The best slots in the average working day, Simonetti adds, are arrival time (8-9am), lunch time (12-2pm), and the period just before staff clock off (5-6pm).

2. Don’t overlook Sundays

Sunday night is a “hidden gem” for viral posting, Simonetti says.

While the weekend as a whole fails to win the audience you can gain during the week, Sunday nights are the exception for posting he says. In particular, he recommends the stretch between 7pm and 8pm.

That late Sunday slot can work as well as weekday hot spots, thanks, he reckons, to the “new age” of dual-screen viewers — people watching the television while browsing the mobile or tablet.

3. Track trends

Match topical events and trends, Simonetti says. The engagement of a trend — be it the Melbourne Spring Racing Carnival, the US presidential race or Gangnam Style Korean dancing — dramatically boosts your social media post’s viral potential.

“On-topic and on-brand posts during or soon after these events are always a winner,” Simonetti says.

4. Segment your market

Think hard about the market you are trying to reach, says marketer Fran Iseli-Hall. If your target market is young mums, early mornings are best. If you want to target business owners, aim at early evening — from about 5.30pm to 7.30pm, Iseli-Hall says.

For fashion and events-related posts, weekends work well “because people are looking for stuff to do”, she says.

5. Mistrust Mondays

Mondays are a dubious time to share because they do not work well in any market, Iseli-Hall says.

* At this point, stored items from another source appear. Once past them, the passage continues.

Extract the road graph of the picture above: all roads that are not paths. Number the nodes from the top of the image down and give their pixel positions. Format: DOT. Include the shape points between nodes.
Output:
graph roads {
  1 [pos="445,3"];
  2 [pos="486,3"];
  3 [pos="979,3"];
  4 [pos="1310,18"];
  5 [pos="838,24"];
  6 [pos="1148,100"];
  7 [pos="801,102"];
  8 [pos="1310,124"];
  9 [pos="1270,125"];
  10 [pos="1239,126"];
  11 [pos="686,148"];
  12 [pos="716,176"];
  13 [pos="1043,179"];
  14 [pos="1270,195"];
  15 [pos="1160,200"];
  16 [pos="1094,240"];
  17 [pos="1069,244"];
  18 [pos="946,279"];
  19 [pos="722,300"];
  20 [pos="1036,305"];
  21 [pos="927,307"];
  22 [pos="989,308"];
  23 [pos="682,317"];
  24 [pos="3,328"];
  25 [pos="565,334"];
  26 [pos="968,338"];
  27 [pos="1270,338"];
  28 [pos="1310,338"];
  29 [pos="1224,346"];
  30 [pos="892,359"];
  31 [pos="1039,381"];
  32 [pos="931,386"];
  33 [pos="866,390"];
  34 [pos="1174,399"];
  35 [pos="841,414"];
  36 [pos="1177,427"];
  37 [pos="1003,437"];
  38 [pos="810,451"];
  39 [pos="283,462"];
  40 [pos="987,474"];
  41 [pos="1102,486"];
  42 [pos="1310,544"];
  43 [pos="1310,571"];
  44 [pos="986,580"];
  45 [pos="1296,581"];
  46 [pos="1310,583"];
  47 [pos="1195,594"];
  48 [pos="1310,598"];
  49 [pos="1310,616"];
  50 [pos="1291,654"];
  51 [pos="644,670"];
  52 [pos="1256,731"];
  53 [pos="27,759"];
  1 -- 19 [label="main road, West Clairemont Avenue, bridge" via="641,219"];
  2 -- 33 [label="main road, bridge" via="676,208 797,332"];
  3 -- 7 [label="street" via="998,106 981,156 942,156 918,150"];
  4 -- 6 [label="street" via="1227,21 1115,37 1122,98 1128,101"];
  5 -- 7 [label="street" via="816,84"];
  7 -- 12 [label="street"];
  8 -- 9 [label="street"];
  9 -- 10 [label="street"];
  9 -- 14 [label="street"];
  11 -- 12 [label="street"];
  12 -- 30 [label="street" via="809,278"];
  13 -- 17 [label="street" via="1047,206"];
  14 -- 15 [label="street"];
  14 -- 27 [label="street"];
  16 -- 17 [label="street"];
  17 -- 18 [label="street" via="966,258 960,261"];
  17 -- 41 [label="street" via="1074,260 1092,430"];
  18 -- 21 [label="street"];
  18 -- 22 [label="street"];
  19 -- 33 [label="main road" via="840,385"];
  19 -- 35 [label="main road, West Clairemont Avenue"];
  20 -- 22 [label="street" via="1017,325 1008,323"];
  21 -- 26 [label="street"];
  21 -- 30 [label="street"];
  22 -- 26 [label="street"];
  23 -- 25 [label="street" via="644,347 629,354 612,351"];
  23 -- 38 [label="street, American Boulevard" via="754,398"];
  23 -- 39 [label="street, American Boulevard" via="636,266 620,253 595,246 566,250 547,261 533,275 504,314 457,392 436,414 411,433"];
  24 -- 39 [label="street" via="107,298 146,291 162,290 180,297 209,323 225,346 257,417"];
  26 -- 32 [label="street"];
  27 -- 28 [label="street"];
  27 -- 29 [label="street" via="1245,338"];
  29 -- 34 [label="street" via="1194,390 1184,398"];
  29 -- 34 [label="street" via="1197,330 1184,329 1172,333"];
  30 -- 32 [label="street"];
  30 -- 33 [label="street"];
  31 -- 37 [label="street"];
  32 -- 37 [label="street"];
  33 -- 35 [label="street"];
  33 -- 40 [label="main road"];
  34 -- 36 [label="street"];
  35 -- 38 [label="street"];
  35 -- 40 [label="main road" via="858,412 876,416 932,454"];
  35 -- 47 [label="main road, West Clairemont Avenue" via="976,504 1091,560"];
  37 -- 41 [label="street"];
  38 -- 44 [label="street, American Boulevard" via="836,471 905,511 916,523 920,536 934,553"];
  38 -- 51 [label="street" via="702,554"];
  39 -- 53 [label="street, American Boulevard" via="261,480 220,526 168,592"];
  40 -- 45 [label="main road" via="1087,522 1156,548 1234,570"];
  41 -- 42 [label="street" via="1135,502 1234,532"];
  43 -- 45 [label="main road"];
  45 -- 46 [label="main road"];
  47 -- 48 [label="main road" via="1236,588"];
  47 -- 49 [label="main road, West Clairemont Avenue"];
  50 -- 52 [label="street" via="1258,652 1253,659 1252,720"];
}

On Mondays, people are usually busy getting stuff done and preparing for the week, dogged by a full email inbox to go through. However she warns against ruling the day out entirely from your viral campaign.

6. Use social media timing tools

Other experts advise that you test your viral timing tactics by drawing on the web’s wealth of measuring tools.

Options include TweetWhen, Tweetdeck and the widely-admired Tweriod. For both Twitter and Facebook, Crowdbooster claims to offer “a plan of action instead of just a stream of information”.

Note that the business-slanted part of Facebook, Facebook Pages, boasts an inbuilt timer that lets you send messages automatically as you sleep.
To access the timer, activate your Facebook Pages sharing tool marked “Share something on your Page”. Click the clock scheduling icon and you are away. The function is especially useful for synchronizing with an overseas city — be it London or Lima.

7. Curb your enthusiasm

You should limit your posts to one or two per day. Brands that post just once or twice a day generate a 19 per cent higher interaction than those that post three or more times per day, according to Buddy Media.

It recommends against more than seven posts per week and says a good general time frame is between 8pm and 7am – during those off-hours potential customers have spare time during which to make buying decisions.